[Record set — start]

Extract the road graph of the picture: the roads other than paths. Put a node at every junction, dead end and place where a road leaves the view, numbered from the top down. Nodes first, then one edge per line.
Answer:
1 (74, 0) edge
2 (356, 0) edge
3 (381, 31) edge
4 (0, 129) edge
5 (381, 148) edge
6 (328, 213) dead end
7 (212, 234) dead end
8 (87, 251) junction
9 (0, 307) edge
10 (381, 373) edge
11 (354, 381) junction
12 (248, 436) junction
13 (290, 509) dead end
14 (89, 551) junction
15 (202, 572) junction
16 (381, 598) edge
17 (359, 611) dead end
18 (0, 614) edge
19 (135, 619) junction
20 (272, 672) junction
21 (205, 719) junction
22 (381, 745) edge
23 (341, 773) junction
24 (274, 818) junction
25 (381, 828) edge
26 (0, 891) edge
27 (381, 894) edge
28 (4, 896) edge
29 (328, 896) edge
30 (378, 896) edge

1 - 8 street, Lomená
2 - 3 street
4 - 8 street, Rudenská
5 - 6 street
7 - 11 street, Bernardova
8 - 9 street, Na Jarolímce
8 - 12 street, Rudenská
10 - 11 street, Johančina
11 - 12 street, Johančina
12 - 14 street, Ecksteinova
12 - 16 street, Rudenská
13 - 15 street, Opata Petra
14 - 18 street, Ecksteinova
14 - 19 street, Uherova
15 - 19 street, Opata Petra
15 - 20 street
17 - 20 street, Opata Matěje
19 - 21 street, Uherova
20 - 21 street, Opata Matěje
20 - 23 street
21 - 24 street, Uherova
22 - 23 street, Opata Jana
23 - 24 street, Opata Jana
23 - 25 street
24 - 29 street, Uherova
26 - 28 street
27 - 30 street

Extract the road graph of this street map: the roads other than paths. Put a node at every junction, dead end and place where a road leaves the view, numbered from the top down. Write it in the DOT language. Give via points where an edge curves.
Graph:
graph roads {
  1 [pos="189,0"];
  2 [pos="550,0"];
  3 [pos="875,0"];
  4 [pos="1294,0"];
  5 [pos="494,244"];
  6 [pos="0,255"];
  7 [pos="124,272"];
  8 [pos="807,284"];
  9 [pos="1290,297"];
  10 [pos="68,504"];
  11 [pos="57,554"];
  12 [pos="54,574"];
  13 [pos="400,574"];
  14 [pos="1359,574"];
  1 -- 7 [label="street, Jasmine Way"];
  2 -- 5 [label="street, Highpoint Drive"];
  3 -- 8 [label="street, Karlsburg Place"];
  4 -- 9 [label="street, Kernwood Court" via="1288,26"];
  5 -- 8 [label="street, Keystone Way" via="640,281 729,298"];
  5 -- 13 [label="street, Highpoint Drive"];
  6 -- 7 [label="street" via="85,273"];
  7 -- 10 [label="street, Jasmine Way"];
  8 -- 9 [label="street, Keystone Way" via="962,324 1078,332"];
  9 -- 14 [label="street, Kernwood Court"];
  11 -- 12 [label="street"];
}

[Record set — finish]
[Record set — start]

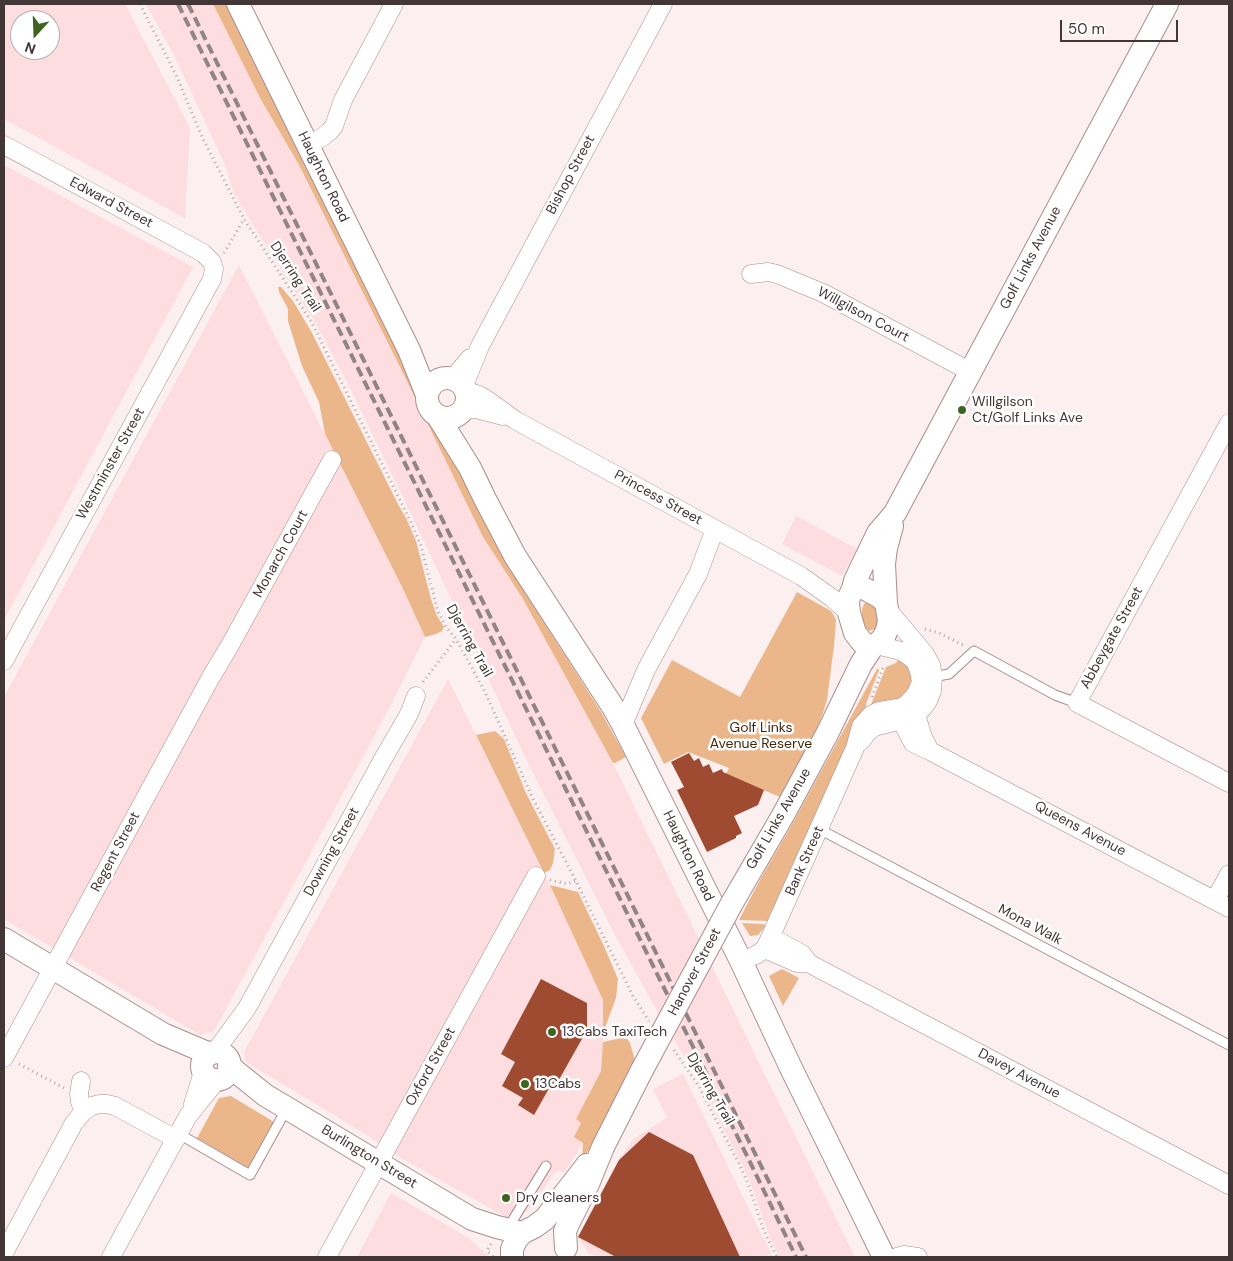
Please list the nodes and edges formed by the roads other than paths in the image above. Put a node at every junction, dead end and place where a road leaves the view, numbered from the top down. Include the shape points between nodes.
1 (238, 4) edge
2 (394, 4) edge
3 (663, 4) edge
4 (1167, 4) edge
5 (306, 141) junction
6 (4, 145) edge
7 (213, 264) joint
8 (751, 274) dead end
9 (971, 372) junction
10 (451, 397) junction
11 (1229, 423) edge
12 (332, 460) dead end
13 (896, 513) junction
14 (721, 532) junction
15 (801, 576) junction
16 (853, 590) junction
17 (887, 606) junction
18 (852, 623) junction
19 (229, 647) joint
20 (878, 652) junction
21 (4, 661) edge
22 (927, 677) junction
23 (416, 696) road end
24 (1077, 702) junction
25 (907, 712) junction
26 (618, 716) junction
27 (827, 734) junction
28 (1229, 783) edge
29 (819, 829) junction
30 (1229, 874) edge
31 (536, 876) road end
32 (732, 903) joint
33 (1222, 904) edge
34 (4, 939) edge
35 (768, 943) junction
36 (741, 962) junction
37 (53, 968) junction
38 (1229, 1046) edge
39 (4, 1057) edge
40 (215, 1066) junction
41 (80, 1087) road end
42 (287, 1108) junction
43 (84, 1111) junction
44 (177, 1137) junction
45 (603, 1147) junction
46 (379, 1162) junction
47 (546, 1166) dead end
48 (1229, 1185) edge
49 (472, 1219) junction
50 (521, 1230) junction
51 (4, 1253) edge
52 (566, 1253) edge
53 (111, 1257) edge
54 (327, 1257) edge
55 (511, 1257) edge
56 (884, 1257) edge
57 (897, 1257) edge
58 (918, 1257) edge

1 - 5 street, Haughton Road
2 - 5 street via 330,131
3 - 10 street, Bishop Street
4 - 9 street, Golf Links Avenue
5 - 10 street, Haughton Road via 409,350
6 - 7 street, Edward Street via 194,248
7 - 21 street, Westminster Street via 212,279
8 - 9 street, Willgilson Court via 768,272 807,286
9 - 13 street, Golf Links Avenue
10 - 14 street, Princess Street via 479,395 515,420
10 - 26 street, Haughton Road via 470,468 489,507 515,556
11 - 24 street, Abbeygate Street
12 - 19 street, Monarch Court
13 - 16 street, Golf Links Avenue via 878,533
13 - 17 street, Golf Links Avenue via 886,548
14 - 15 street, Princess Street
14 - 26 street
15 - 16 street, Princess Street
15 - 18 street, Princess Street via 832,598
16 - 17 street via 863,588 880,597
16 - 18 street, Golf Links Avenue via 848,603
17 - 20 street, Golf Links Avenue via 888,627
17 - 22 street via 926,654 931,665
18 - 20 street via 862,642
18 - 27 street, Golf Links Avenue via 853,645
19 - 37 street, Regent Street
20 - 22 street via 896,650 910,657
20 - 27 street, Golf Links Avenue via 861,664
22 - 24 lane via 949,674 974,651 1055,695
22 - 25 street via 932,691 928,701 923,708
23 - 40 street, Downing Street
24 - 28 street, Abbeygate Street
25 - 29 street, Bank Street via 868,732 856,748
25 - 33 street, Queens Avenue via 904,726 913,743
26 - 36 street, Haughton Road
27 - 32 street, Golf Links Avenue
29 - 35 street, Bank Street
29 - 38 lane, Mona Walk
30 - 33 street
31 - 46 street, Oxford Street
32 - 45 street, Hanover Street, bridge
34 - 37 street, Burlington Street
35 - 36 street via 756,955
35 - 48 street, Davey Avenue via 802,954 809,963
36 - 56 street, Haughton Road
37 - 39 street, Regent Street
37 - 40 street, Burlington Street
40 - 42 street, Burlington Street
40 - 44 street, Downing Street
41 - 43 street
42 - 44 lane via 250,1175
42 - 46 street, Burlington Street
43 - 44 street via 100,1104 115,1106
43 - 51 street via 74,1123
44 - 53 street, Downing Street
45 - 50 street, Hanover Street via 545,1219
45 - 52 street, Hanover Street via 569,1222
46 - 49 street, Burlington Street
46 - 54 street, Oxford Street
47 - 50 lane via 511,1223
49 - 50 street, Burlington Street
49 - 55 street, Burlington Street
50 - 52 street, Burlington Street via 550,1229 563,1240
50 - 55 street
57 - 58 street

[Record set — finish]
[Record set — start]

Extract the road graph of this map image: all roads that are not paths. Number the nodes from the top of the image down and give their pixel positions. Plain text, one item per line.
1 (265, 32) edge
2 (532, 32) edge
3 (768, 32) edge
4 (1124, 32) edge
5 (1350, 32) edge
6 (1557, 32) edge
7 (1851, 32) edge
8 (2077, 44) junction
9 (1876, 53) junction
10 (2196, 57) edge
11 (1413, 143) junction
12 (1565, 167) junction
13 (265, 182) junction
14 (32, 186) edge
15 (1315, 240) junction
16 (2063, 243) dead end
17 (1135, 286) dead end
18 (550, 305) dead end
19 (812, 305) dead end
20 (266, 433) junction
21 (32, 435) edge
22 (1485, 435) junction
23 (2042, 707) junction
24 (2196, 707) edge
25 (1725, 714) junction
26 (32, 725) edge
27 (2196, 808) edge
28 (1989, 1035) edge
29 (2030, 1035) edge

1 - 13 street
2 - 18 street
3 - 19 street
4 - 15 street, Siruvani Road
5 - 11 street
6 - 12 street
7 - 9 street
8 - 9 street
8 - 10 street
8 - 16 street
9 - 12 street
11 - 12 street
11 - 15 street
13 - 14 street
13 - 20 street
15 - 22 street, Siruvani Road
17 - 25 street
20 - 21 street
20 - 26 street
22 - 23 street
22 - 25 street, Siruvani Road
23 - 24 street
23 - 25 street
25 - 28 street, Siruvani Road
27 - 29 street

[Record set — finish]

• _Exercise_:
The expected answer is an exact copy of the lines above, beginning at the line with "Extract the road graph of the" and ending at the line with "Extract the road graph of this street", with both ends in.

• _Solution for this problem_:
Extract the road graph of the picture: the roads other than paths. Put a node at every junction, dead end and place where a road leaves the view, numbered from the top down. Nodes first, then one edge per line.
Answer:
1 (74, 0) edge
2 (356, 0) edge
3 (381, 31) edge
4 (0, 129) edge
5 (381, 148) edge
6 (328, 213) dead end
7 (212, 234) dead end
8 (87, 251) junction
9 (0, 307) edge
10 (381, 373) edge
11 (354, 381) junction
12 (248, 436) junction
13 (290, 509) dead end
14 (89, 551) junction
15 (202, 572) junction
16 (381, 598) edge
17 (359, 611) dead end
18 (0, 614) edge
19 (135, 619) junction
20 (272, 672) junction
21 (205, 719) junction
22 (381, 745) edge
23 (341, 773) junction
24 (274, 818) junction
25 (381, 828) edge
26 (0, 891) edge
27 (381, 894) edge
28 (4, 896) edge
29 (328, 896) edge
30 (378, 896) edge

1 - 8 street, Lomená
2 - 3 street
4 - 8 street, Rudenská
5 - 6 street
7 - 11 street, Bernardova
8 - 9 street, Na Jarolímce
8 - 12 street, Rudenská
10 - 11 street, Johančina
11 - 12 street, Johančina
12 - 14 street, Ecksteinova
12 - 16 street, Rudenská
13 - 15 street, Opata Petra
14 - 18 street, Ecksteinova
14 - 19 street, Uherova
15 - 19 street, Opata Petra
15 - 20 street
17 - 20 street, Opata Matěje
19 - 21 street, Uherova
20 - 21 street, Opata Matěje
20 - 23 street
21 - 24 street, Uherova
22 - 23 street, Opata Jana
23 - 24 street, Opata Jana
23 - 25 street
24 - 29 street, Uherova
26 - 28 street
27 - 30 street

Extract the road graph of this street map: the roads other than paths. Put a node at every junction, dead end and place where a road leaves the view, numbered from the top down. Write it in the DOT language. Give via points where an edge curves.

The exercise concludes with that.